As a life science teacher at Easton Junior-Senior High School, Ellen Trask often tells her students that any dream is possible as long as they set goals and work hard to accomplish them.

It was a lesson she recently exemplified with a dream of her own.

Trask has invented something she calls The Home Salad Bar, a simple food storage unit designed to become part of anyone’s refrigerator.

“I have always loved eating healthy and making sure that my children are eating healthy,” Trask said on Thursday. “And I love eating salads. But I hate chopping up all of the vegetables that go in salads, and then storing all of the vegetables in the refrigerator again. Most of the time, you put them way in the bottom of the refrigerator and they spoil because you forget all about them.”

Trask said that the idea came to her when she was eating at a restaurant and saw a salad bar.

“I thought to myself, ‘Why can’t I have a salad bar in my home refrigerator?'” Trask said.

Being a school teacher, she spoke to her students about the idea and they encouraged her to pursue the idea.

She said her research led her to work with Invention Home, an invention and product marketing company, to develop a prototype of the product.

She already has secured a provisional patent with the U.S. Patent and Trademark Office.

Under the patent, there could be several designs of The Home Salad Bar. One is a unit that is independent from the refrigerator. Another version allows The Home Salad Bar to be part of the refrigerator design and would be present in the refrigerator when you buy it.

Trask said she filed a design patent last fall and recently pitched the idea to a casting director of “Shark Tank,” an ABC reality show where aspiring entrepreneurs make business presentations to a panel of investors.

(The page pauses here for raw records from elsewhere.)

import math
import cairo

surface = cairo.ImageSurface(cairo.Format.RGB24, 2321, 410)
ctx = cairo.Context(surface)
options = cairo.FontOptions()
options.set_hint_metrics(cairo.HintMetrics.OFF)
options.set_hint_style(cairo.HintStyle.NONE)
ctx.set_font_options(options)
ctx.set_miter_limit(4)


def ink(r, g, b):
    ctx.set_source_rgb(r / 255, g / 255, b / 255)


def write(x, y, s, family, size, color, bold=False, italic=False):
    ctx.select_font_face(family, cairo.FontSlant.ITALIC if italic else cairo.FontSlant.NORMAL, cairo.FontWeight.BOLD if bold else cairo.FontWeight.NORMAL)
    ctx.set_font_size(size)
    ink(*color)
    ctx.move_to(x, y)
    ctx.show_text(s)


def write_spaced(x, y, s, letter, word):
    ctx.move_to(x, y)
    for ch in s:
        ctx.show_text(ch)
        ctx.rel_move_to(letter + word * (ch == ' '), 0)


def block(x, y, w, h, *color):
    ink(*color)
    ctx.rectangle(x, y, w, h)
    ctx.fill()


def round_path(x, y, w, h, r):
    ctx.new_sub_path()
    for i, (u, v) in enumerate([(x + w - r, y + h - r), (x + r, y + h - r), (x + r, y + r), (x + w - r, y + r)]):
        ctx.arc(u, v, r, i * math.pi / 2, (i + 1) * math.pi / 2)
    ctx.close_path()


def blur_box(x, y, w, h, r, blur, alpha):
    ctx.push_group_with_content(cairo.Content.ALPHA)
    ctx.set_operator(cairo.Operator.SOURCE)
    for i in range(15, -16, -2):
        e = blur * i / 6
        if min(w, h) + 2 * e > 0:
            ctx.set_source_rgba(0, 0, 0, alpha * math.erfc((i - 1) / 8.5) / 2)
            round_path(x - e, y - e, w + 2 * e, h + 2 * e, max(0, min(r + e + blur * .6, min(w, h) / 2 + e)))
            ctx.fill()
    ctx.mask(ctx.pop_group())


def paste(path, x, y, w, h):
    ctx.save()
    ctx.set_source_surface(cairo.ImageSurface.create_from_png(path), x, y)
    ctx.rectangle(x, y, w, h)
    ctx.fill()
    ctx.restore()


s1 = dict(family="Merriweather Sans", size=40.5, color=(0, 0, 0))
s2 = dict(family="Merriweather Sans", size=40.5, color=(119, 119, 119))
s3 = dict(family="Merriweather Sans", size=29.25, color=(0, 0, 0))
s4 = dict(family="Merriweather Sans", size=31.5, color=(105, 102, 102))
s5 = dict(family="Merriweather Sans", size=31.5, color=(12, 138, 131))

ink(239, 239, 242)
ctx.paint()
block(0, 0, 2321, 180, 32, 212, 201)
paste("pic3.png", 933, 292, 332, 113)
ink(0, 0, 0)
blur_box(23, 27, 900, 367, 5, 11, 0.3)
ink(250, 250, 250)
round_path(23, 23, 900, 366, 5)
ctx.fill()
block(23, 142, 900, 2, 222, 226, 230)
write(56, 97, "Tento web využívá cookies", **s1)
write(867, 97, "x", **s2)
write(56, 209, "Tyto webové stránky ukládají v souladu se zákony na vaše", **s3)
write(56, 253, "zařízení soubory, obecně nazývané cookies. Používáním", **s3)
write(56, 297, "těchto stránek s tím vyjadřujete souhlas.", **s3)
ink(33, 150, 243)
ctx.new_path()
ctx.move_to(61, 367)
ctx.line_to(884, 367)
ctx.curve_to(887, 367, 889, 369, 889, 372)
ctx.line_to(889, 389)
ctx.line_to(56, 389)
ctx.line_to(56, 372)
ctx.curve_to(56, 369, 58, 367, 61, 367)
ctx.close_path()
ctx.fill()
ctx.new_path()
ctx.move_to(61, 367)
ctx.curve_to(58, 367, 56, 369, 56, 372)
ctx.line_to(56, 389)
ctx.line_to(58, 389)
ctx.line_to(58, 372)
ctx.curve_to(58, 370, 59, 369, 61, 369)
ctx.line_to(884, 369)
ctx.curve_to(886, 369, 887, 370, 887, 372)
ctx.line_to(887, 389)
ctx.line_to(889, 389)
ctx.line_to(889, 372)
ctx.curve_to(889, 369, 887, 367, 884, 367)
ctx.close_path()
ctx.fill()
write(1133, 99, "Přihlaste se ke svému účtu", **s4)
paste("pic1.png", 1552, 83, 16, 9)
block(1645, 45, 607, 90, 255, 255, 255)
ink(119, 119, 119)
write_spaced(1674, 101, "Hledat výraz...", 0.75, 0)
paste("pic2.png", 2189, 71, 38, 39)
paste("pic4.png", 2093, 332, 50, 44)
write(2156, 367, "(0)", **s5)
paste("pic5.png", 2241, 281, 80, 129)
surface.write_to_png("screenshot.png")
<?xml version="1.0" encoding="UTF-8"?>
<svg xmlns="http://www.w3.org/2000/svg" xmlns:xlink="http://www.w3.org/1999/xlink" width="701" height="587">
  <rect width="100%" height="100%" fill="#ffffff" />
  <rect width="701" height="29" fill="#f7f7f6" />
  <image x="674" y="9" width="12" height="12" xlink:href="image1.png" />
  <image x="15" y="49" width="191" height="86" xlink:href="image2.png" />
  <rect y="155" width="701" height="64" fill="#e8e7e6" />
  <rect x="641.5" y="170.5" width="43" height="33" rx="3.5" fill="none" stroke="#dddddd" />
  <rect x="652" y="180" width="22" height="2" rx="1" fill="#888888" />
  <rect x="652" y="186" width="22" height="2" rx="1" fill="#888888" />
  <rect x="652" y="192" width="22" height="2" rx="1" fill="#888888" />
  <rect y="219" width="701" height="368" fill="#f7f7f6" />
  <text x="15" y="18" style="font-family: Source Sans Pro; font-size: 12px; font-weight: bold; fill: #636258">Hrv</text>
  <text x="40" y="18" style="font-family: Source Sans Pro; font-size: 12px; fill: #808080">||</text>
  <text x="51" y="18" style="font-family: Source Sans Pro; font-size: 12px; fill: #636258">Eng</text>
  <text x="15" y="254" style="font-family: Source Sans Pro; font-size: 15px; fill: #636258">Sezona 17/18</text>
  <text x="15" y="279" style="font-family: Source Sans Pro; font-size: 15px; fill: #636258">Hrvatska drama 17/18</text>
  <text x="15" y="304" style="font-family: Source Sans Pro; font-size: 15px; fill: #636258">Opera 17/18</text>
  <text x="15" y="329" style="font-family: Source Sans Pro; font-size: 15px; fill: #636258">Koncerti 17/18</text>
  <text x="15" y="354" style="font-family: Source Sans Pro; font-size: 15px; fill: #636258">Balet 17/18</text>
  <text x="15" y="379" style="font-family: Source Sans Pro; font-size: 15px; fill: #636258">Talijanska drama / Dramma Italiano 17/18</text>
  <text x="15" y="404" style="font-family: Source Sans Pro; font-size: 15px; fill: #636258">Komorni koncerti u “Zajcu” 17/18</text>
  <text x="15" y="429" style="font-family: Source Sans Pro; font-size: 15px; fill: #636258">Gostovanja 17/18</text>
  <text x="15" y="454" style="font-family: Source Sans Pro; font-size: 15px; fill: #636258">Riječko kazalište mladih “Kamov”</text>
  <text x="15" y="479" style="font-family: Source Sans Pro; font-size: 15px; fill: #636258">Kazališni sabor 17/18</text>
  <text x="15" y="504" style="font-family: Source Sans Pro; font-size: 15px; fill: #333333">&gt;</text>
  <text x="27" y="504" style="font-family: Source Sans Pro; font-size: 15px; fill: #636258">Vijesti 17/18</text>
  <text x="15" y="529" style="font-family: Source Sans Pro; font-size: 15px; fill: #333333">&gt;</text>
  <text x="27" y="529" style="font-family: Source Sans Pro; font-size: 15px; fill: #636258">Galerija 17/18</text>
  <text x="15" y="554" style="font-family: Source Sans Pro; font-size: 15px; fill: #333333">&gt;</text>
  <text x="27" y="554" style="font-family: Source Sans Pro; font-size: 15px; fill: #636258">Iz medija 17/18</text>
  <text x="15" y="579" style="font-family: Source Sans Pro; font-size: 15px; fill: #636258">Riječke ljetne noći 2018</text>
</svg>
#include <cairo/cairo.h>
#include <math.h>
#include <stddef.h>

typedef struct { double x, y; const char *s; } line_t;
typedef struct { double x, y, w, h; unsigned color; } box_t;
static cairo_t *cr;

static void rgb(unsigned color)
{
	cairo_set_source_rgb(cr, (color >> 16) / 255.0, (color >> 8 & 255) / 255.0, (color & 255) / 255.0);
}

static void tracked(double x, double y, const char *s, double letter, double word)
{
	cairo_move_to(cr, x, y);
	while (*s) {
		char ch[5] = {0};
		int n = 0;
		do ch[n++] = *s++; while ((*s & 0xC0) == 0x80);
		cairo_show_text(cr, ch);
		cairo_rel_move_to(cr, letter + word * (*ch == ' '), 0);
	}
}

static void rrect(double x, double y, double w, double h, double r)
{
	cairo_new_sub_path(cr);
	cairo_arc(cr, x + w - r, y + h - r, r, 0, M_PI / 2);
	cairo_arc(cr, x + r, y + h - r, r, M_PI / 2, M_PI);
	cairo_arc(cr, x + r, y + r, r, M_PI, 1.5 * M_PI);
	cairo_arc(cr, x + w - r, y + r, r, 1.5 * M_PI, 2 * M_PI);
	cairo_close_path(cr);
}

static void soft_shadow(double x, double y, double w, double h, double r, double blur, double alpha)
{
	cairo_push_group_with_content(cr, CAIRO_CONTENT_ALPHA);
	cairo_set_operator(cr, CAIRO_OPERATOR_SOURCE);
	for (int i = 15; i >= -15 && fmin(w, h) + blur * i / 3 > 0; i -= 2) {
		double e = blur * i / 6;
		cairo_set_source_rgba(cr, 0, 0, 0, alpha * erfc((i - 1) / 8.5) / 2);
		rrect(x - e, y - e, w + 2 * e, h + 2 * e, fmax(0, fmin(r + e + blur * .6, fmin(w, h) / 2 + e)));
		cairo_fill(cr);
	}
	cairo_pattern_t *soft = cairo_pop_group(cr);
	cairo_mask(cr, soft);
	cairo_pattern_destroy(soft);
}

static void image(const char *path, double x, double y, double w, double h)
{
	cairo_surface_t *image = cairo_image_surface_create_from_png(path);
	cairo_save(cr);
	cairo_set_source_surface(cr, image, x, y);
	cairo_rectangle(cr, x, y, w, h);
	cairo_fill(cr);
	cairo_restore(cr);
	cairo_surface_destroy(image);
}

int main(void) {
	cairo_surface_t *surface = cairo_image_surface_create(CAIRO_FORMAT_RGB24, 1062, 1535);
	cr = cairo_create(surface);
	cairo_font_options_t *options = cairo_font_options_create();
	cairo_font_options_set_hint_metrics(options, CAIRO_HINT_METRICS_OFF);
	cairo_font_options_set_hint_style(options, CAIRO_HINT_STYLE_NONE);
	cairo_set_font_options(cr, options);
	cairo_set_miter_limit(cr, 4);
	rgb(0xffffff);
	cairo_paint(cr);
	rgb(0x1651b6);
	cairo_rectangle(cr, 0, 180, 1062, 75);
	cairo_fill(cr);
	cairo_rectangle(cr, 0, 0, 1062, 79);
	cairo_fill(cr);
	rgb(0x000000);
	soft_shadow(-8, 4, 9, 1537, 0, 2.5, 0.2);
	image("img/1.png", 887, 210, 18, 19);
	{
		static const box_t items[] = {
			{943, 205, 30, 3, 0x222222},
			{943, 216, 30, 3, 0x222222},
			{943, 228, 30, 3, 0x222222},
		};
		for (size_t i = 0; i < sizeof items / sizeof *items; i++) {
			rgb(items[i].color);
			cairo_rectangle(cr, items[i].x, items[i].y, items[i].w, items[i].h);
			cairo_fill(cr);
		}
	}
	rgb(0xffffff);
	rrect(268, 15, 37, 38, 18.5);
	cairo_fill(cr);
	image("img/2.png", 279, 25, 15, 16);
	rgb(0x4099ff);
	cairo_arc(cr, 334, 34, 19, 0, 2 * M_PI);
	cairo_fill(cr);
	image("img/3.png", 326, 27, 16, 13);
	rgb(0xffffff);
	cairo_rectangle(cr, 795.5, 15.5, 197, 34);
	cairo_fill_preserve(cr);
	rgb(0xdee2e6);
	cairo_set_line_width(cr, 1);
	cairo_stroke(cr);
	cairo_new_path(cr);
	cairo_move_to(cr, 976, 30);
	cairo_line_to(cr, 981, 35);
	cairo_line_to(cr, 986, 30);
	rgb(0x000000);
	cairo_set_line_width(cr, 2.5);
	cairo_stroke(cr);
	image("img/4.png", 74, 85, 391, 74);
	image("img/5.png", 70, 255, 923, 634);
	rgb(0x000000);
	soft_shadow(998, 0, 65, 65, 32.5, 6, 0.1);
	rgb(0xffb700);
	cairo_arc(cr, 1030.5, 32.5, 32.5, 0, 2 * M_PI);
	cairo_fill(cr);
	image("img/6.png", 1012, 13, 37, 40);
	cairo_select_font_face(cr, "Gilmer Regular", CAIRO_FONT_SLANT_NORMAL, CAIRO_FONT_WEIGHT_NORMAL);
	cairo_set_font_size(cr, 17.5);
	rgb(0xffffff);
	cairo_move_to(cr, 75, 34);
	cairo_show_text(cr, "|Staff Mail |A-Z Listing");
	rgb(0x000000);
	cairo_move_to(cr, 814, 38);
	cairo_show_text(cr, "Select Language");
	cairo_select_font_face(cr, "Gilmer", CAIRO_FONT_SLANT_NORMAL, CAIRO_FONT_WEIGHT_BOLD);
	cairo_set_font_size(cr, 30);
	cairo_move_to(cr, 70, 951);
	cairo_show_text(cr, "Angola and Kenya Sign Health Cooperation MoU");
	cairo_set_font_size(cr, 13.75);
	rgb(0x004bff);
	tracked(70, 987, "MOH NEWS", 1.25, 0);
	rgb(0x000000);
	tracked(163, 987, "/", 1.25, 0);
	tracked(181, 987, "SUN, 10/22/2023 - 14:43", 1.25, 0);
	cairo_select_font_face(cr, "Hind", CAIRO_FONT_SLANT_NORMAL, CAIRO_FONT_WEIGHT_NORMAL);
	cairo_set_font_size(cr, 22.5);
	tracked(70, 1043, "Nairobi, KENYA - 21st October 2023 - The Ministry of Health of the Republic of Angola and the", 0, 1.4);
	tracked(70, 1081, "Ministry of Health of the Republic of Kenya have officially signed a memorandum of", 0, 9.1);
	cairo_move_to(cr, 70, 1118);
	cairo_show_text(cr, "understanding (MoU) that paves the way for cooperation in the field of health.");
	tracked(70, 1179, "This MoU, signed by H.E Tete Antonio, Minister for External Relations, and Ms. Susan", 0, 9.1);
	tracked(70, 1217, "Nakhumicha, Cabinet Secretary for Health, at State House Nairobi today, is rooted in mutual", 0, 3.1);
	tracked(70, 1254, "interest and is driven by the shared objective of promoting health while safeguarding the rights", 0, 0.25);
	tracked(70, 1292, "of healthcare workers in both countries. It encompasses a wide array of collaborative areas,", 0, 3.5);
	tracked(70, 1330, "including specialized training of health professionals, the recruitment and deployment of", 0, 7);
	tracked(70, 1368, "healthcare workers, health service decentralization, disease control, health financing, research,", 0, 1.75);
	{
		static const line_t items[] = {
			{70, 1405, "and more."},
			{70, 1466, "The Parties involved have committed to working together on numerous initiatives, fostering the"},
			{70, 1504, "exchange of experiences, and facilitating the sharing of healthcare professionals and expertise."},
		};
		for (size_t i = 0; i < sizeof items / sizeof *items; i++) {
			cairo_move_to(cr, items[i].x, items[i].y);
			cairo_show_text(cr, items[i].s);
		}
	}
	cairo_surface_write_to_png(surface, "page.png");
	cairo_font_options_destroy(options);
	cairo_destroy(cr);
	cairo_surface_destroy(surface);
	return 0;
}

“The casting directors were in Portland, and I got there and the line was wrapped around the building twice,” she said.

“People had flown in from California, Texas, all across the U.S. to get their chance to participate,” she said on Thursday.

“There were over 800 people there that day, and you had one minute to pitch your product to a casting director.”

She missed out on a chance to be on the show, but a short time later was contacted by “As Seen on TV,” a company which sells select products on television, the Internet and in various stores.

Trask also has presented her product to companies such Whirlpool and Rubbermaid. She is waiting to hear back on who will be interested in manufacturing The Home Salad Bar.

It has been a long process for Trask.

“When this started, the class of kids that first started encouraging me to do this was in the eighth grade,” she said. “Now, they are in their sophomore year. It has been a long two years.”